Scan the records below for the word "Crymlyn". Copy each line where it appears.

Saved data entries
------------
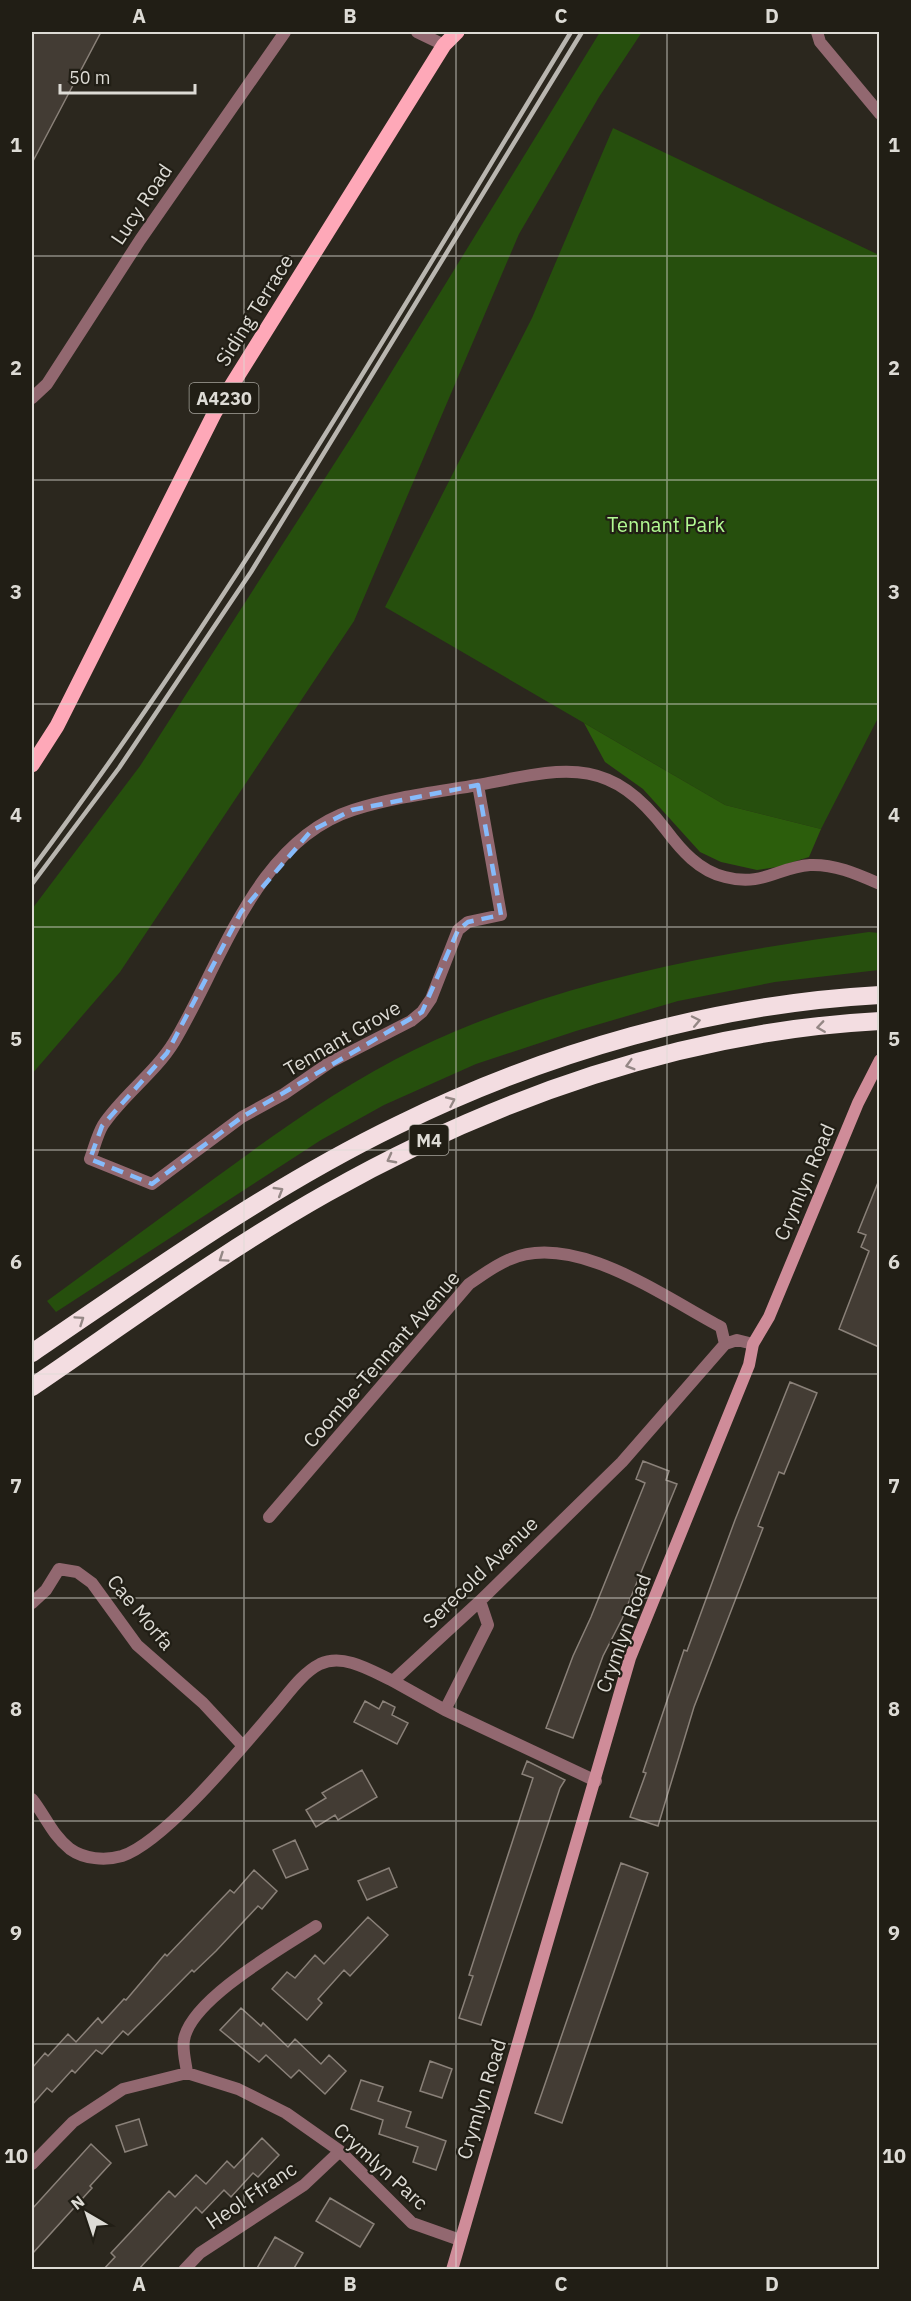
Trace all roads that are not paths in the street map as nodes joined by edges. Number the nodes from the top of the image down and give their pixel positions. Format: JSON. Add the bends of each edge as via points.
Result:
{"nodes":[{"id":1,"x":285,"y":32,"type":"edge"},
{"id":2,"x":417,"y":32,"type":"edge"},
{"id":3,"x":457,"y":32,"type":"edge"},
{"id":4,"x":817,"y":32,"type":"edge"},
{"id":5,"x":444,"y":45,"type":"junction"},
{"id":6,"x":879,"y":114,"type":"edge"},
{"id":7,"x":32,"y":398,"type":"edge"},
{"id":8,"x":32,"y":765,"type":"edge"},
{"id":9,"x":478,"y":785,"type":"junction"},
{"id":10,"x":879,"y":884,"type":"edge"},
{"id":11,"x":879,"y":995,"type":"edge"},
{"id":12,"x":879,"y":1021,"type":"edge"},
{"id":13,"x":879,"y":1061,"type":"edge"},
{"id":14,"x":725,"y":1344,"type":"junction"},
{"id":15,"x":753,"y":1344,"type":"junction"},
{"id":16,"x":32,"y":1353,"type":"edge"},
{"id":17,"x":32,"y":1387,"type":"edge"},
{"id":18,"x":269,"y":1517,"type":"dead end"},
{"id":19,"x":480,"y":1600,"type":"junction"},
{"id":20,"x":32,"y":1603,"type":"edge"},
{"id":21,"x":393,"y":1681,"type":"junction"},
{"id":22,"x":445,"y":1710,"type":"junction"},
{"id":23,"x":243,"y":1746,"type":"junction"},
{"id":24,"x":596,"y":1781,"type":"junction"},
{"id":25,"x":32,"y":1799,"type":"edge"},
{"id":26,"x":316,"y":1926,"type":"dead end"},
{"id":27,"x":187,"y":2073,"type":"junction"},
{"id":28,"x":340,"y":2151,"type":"junction"},
{"id":29,"x":32,"y":2164,"type":"edge"},
{"id":30,"x":459,"y":2240,"type":"junction"},
{"id":31,"x":184,"y":2270,"type":"edge"},
{"id":32,"x":452,"y":2270,"type":"edge"}],
"edges":[{"from":1,"to":7,"type":"street","name":"Lucy Road","via":[[140,240],[47,384]]},
{"from":2,"to":5,"type":"street"},
{"from":3,"to":5,"type":"main road","number":"A4230"},
{"from":4,"to":6,"type":"street","via":[[820,42]]},
{"from":5,"to":8,"type":"main road","name":"Siding Terrace","number":"A4230","via":[[215,412],[57,726]]},
{"from":9,"to":9,"type":"street","name":"Tennant Grove","via":[[352,810],[310,831],[241,912],[178,1035],[167,1053],[102,1126],[90,1160],[152,1184],[242,1117],[422,1012],[431,999],[458,930],[468,922],[501,915]]},
{"from":9,"to":10,"type":"street","via":[[580,770],[632,792],[697,865],[723,877],[762,880],[808,865],[849,870]]},
{"from":16,"to":11,"type":"highway","number":"M4","one_way":true,"via":[[219,1227],[304,1176],[397,1125],[484,1086],[573,1053],[664,1028],[756,1009]]},
{"from":12,"to":17,"type":"highway","number":"M4","one_way":true,"via":[[762,1035],[672,1053],[582,1078],[494,1111],[326,1193],[234,1250]]},
{"from":13,"to":15,"type":"street","name":"Crymlyn Road","via":[[769,1317]]},
{"from":14,"to":15,"type":"street","via":[[737,1340]]},
{"from":14,"to":18,"type":"street","name":"Coombe-Tennant Avenue","via":[[721,1327],[601,1263],[550,1251],[509,1259],[469,1284]]},
{"from":14,"to":19,"type":"street","name":"Serecold Avenue","via":[[622,1462]]},
{"from":15,"to":24,"type":"street","name":"Crymlyn Road","via":[[749,1365],[630,1658]]},
{"from":19,"to":21,"type":"street","name":"Serecold Avenue"},
{"from":19,"to":22,"type":"street","via":[[488,1625]]},
{"from":20,"to":23,"type":"street","name":"Cae Morfa","via":[[59,1569],[77,1572],[92,1583],[137,1645],[203,1703]]},
{"from":21,"to":22,"type":"street"},
{"from":21,"to":23,"type":"street","via":[[351,1662],[321,1664],[301,1680]]},
{"from":22,"to":24,"type":"street"},
{"from":23,"to":25,"type":"street","via":[[174,1818],[142,1845],[121,1856],[92,1859],[71,1850],[54,1834]]},
{"from":24,"to":30,"type":"street","name":"Crymlyn Road"},
{"from":26,"to":27,"type":"street","via":[[236,1978],[190,2022],[183,2041]]},
{"from":27,"to":28,"type":"street","name":"Crymlyn Parc","via":[[238,2089],[286,2113]]},
{"from":27,"to":29,"type":"street","via":[[123,2089],[73,2122]]},
{"from":28,"to":30,"type":"street","name":"Crymlyn Parc","via":[[412,2223]]},
{"from":28,"to":31,"type":"street","name":"Heol Ffranc","via":[[304,2185],[200,2253]]},
{"from":30,"to":32,"type":"street","name":"Crymlyn Road"}]}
------------
**OUTPUT FOR THIS TASK**
{"from":13,"to":15,"type":"street","name":"Crymlyn Road","via":[[769,1317]]},
{"from":15,"to":24,"type":"street","name":"Crymlyn Road","via":[[749,1365],[630,1658]]},
{"from":24,"to":30,"type":"street","name":"Crymlyn Road"},
{"from":27,"to":28,"type":"street","name":"Crymlyn Parc","via":[[238,2089],[286,2113]]},
{"from":28,"to":30,"type":"street","name":"Crymlyn Parc","via":[[412,2223]]},
{"from":30,"to":32,"type":"street","name":"Crymlyn Road"}]}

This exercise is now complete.